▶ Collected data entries
******************************

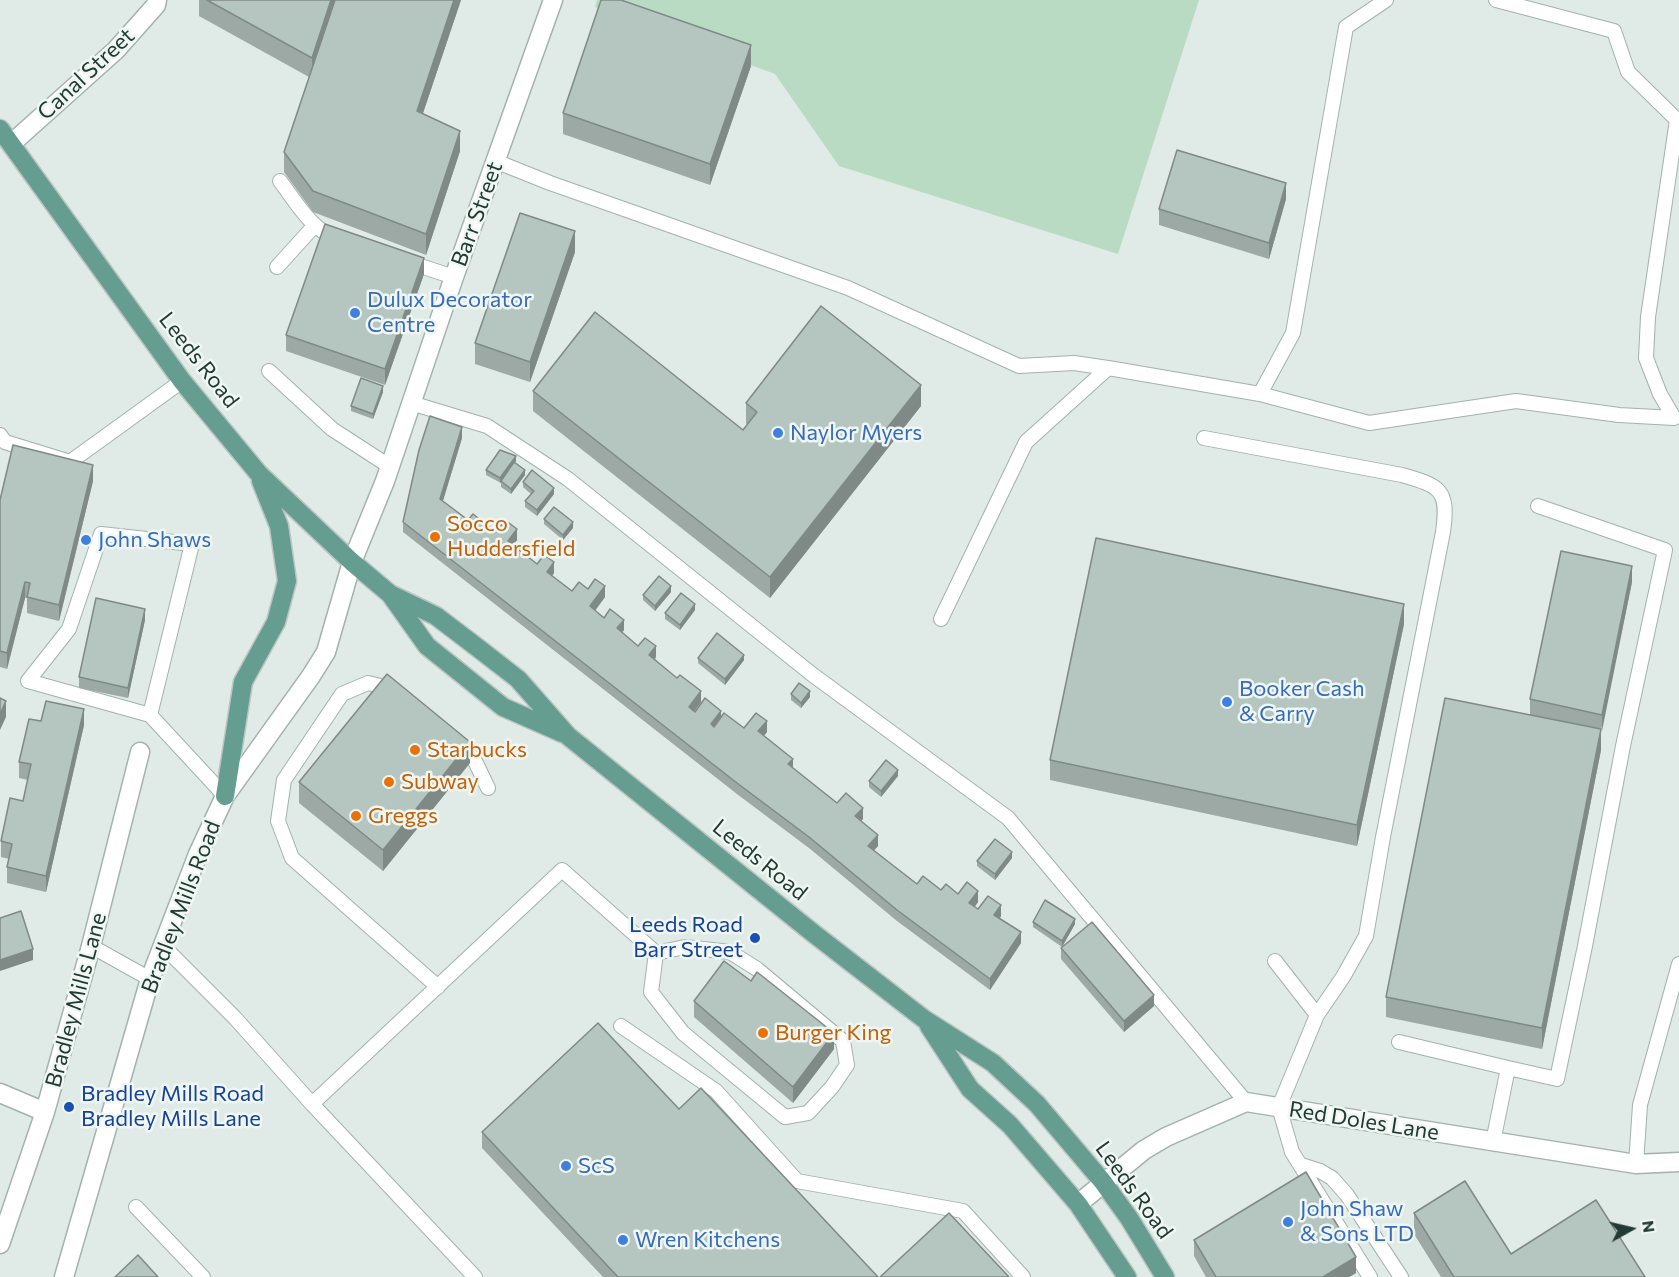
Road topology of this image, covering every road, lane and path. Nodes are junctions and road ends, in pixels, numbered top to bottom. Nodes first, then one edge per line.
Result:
1 (157, 0) edge
2 (553, 0) edge
3 (1386, 0) edge
4 (1496, 0) edge
5 (5, 137) edge
6 (495, 161) junction
7 (280, 181) dead end
8 (315, 225) junction
9 (349, 243) edge
10 (391, 256) edge
11 (278, 267) dead end
12 (454, 277) junction
13 (1108, 368) junction
14 (269, 371) dead end
15 (182, 381) junction
16 (1260, 394) junction
17 (411, 403) junction
18 (1677, 419) edge
19 (0, 435) edge
20 (1204, 438) dead end
21 (389, 466) junction
22 (259, 474) junction
23 (1538, 506) dead end
24 (352, 562) junction
25 (390, 594) junction
26 (941, 619) dead end
27 (406, 702) edge
28 (150, 715) junction
29 (568, 736) junction
30 (448, 738) edge
31 (140, 752) dead end
32 (488, 788) dead end
33 (225, 796) junction
34 (91, 946) junction
35 (163, 946) junction
36 (656, 953) junction
37 (1275, 961) dead end
38 (1679, 964) edge
39 (150, 979) junction
40 (438, 987) junction
41 (1317, 1016) junction
42 (924, 1019) junction
43 (621, 1026) dead end
44 (1399, 1042) dead end
45 (1508, 1068) junction
46 (0, 1093) edge
47 (1246, 1102) junction
48 (312, 1104) junction
49 (1280, 1107) junction
50 (45, 1112) junction
51 (1493, 1142) junction
52 (1679, 1162) edge
53 (1636, 1164) junction
54 (1301, 1165) junction
55 (1103, 1182) junction
56 (1078, 1204) junction
57 (136, 1206) dead end
58 (0, 1244) edge
59 (64, 1277) edge
60 (204, 1277) edge
61 (475, 1277) edge
62 (1023, 1277) edge
63 (1127, 1277) edge
64 (1165, 1277) edge
65 (1370, 1277) edge
66 (1401, 1277) edge

1 - 5 street, Canal Street
2 - 6 street, Barr Street
3 - 16 lane
4 - 18 lane
5 - 15 main road, Leeds Road
6 - 12 street, Barr Street
6 - 13 lane
7 - 8 lane
8 - 9 lane
8 - 11 lane
10 - 12 lane
12 - 17 street, Barr Street
13 - 16 lane
13 - 26 lane
14 - 21 lane
15 - 19 lane
15 - 22 main road, Leeds Road
16 - 18 lane
17 - 21 street, Barr Street
17 - 47 lane
20 - 41 lane
21 - 24 street, Barr Street
22 - 24 main road, Leeds Road
22 - 33 main road
23 - 45 lane
24 - 25 main road, Leeds Road
24 - 33 street, Bradley Mills Road
25 - 29 main road, Leeds Road
25 - 29 main road, Leeds Road
27 - 40 lane
28 - 28 lane
28 - 33 lane
29 - 42 main road, Leeds Road
30 - 32 lane
31 - 34 street, Bradley Mills Lane
33 - 35 street, Bradley Mills Road
34 - 39 lane
34 - 50 street, Bradley Mills Lane
35 - 39 street, Bradley Mills Road
35 - 48 lane
36 - 36 lane
36 - 40 lane
37 - 41 lane
38 - 53 lane
39 - 59 street, Bradley Mills Road
40 - 48 lane
41 - 49 lane
42 - 55 main road, Leeds Road
42 - 56 main road, Leeds Road
43 - 62 lane
44 - 45 lane
45 - 51 lane
46 - 50 street
47 - 49 street, Red Doles Lane
47 - 55 street
48 - 61 lane
49 - 51 street, Red Doles Lane
49 - 54 lane
50 - 58 street, Bradley Mills Lane
51 - 53 street, Red Doles Lane
52 - 53 street, Red Doles Lane
54 - 65 lane
54 - 66 lane
55 - 56 street
55 - 64 main road, Leeds Road
56 - 63 main road, Leeds Road
57 - 60 lane

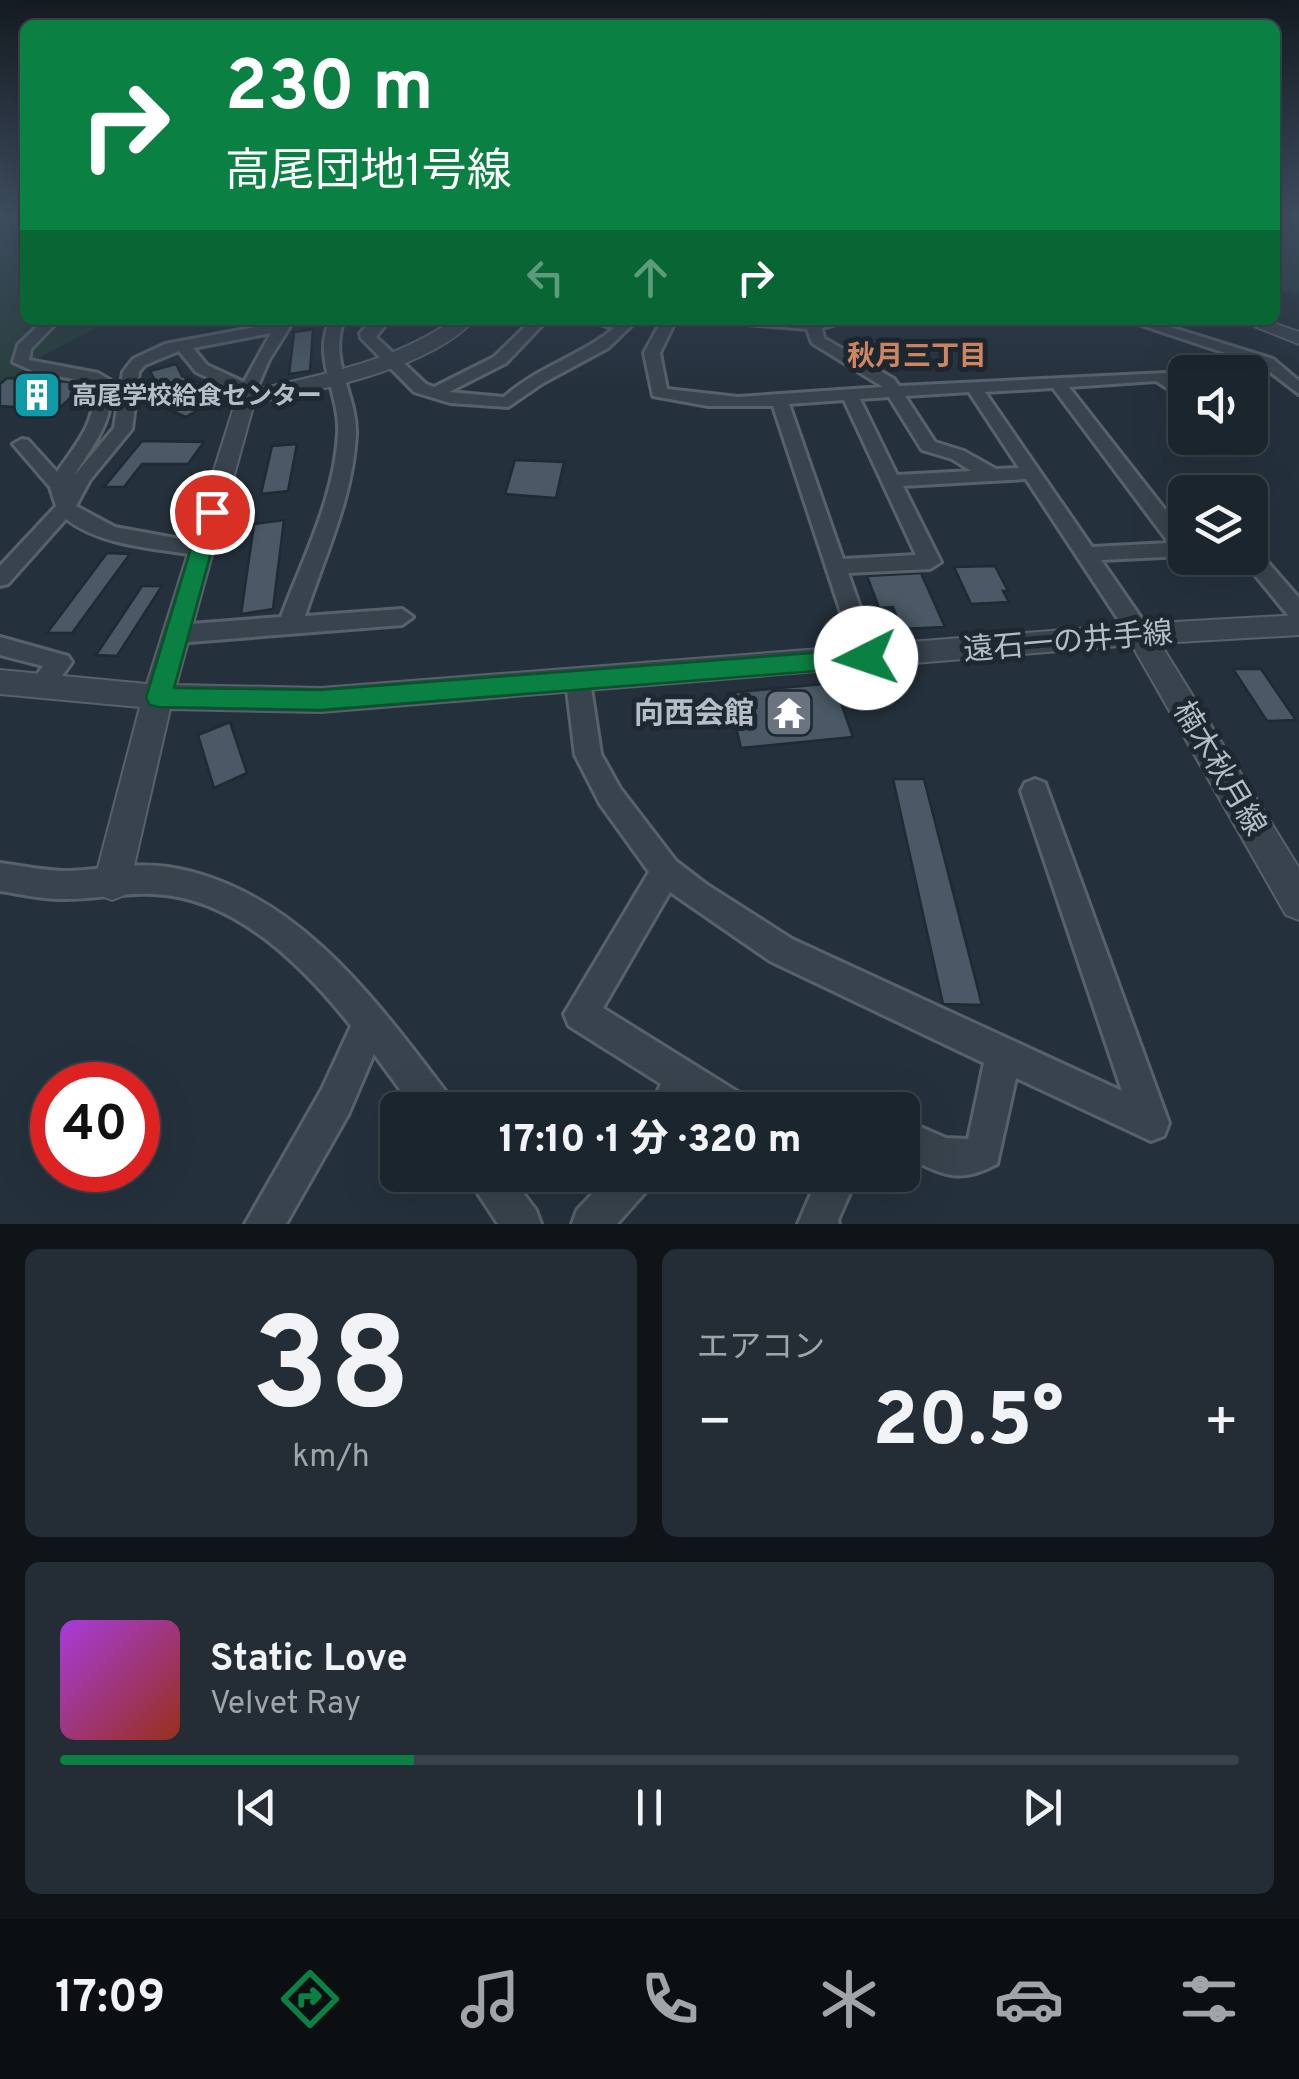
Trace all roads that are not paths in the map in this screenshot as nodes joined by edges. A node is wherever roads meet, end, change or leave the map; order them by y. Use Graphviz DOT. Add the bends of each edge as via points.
graph roads {
  1 [pos="46,325"];
  2 [pos="273,325"];
  3 [pos="283,325"];
  4 [pos="335,325"];
  5 [pos="377,325"];
  6 [pos="457,325"];
  7 [pos="535,325"];
  8 [pos="626,325"];
  9 [pos="666,325"];
  10 [pos="814,325"];
  11 [pos="1166,325"];
  12 [pos="1262,325"];
  13 [pos="1299,338"];
  14 [pos="193,339"];
  15 [pos="391,358"];
  16 [pos="336,376"];
  17 [pos="1168,382"];
  18 [pos="1059,385"];
  19 [pos="975,389"];
  20 [pos="1299,390"];
  21 [pos="892,392"];
  22 [pos="246,393"];
  23 [pos="435,394"];
  24 [pos="848,394"];
  25 [pos="779,399"];
  26 [pos="22,444"];
  27 [pos="1031,473"];
  28 [pos="992,475"];
  29 [pos="890,482"];
  30 [pos="62,497"];
  31 [pos="1168,526"];
  32 [pos="1168,549"];
  33 [pos="201,550"];
  34 [pos="1087,554"];
  35 [pos="837,566"];
  36 [pos="1267,575"];
  37 [pos="0,579"];
  38 [pos="1299,613"];
  39 [pos="402,618"];
  40 [pos="290,624"];
  41 [pos="1299,624"];
  42 [pos="177,634"];
  43 [pos="1140,634"];
  44 [pos="0,646"];
  45 [pos="866,658"];
  46 [pos="578,681"];
  47 [pos="0,682"];
  48 [pos="41,686"];
  49 [pos="158,698"];
  50 [pos="1035,791"];
  51 [pos="666,871"];
  52 [pos="0,877"];
  53 [pos="112,883"];
  54 [pos="1299,902"];
  55 [pos="371,1021"];
  56 [pos="1004,1054"];
  57 [pos="424,1092"];
  58 [pos="672,1092"];
  59 [pos="920,1145"];
  60 [pos="498,1192"];
  61 [pos="620,1192"];
  62 [pos="830,1192"];
  63 [pos="264,1224"];
  64 [pos="522,1224"];
  65 [pos="591,1224"];
  66 [pos="820,1224"];
  1 -- 30 [label="street" via="23,348 21,362 92,375 104,390 100,428 73,462"];
  2 -- 14 [label="street"];
  3 -- 22 [label="street"];
  4 -- 16 [label="street" via="329,341"];
  5 -- 15 [label="street" via="369,338"];
  6 -- 15 [label="street"];
  7 -- 23 [label="street" via="500,360"];
  8 -- 23 [label="street" via="614,340 524,385 508,402"];
  9 -- 25 [label="street" via="652,354 659,392 678,400"];
  10 -- 21 [label="street" via="817,340 888,382"];
  11 -- 20 [label="street" via="1267,362"];
  12 -- 13 [label="street"];
  14 -- 22 [label="street" via="190,361"];
  14 -- 30 [label="street" via="152,354 131,372 123,429"];
  15 -- 16 [label="street"];
  15 -- 23 [label="street"];
  16 -- 22 [label="street" via="280,393"];
  16 -- 40 [label="street" via="348,428 336,494"];
  17 -- 18 [label="street" via="1160,376"];
  18 -- 19 [label="street"];
  18 -- 31 [label="street"];
  19 -- 21 [label="street"];
  19 -- 27 [label="street"];
  21 -- 24 [label="street"];
  21 -- 28 [label="street" via="928,446"];
  22 -- 33 [label="street"];
  24 -- 25 [label="street"];
  24 -- 29 [label="street"];
  25 -- 35 [label="street"];
  26 -- 30 [label="street"];
  27 -- 28 [label="street"];
  27 -- 34 [label="street"];
  28 -- 29 [label="street"];
  29 -- 35 [label="street" via="930,562"];
  30 -- 33 [label="street" via="84,523"];
  30 -- 37 [label="street"];
  32 -- 34 [label="street"];
  33 -- 42 [label="street"];
  34 -- 43 [label="street"];
  35 -- 45 [label="street"];
  36 -- 38 [label="street"];
  39 -- 40 [label="street"];
  40 -- 42 [label="street"];
  41 -- 43 [label="street, 遠石一の井手線"];
  42 -- 49 [label="street"];
  43 -- 45 [label="street, 遠石一の井手線"];
  43 -- 54 [label="street, 楠木秋月線"];
  44 -- 48 [label="street" via="60,662"];
  45 -- 46 [label="street, 遠石一の井手線"];
  46 -- 49 [label="street, 遠石一の井手線" via="321,700"];
  46 -- 51 [label="street" via="588,755"];
  47 -- 48 [label="street, 遠石一の井手線"];
  48 -- 49 [label="street, 遠石一の井手線"];
  49 -- 53 [label="street"];
  50 -- 56 [label="street" via="1152,1123"];
  51 -- 56 [label="street" via="780,950"];
  51 -- 58 [label="street" via="582,1014"];
  52 -- 53 [label="street"];
  53 -- 55 [label="street" via="168,880 220,896 299,944"];
  55 -- 57 [label="street"];
  55 -- 63 [label="street" via="335,1102"];
  56 -- 59 [label="street" via="984,1151 957,1161"];
  60 -- 64 [label="street"];
  61 -- 65 [label="street"];
  62 -- 66 [label="street"];
}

******************************

▶ The problem
I need every line of the data that has the word "Leeds"; please list them.

▶ Output
5 - 15 main road, Leeds Road
15 - 22 main road, Leeds Road
22 - 24 main road, Leeds Road
24 - 25 main road, Leeds Road
25 - 29 main road, Leeds Road
25 - 29 main road, Leeds Road
29 - 42 main road, Leeds Road
42 - 55 main road, Leeds Road
42 - 56 main road, Leeds Road
55 - 64 main road, Leeds Road
56 - 63 main road, Leeds Road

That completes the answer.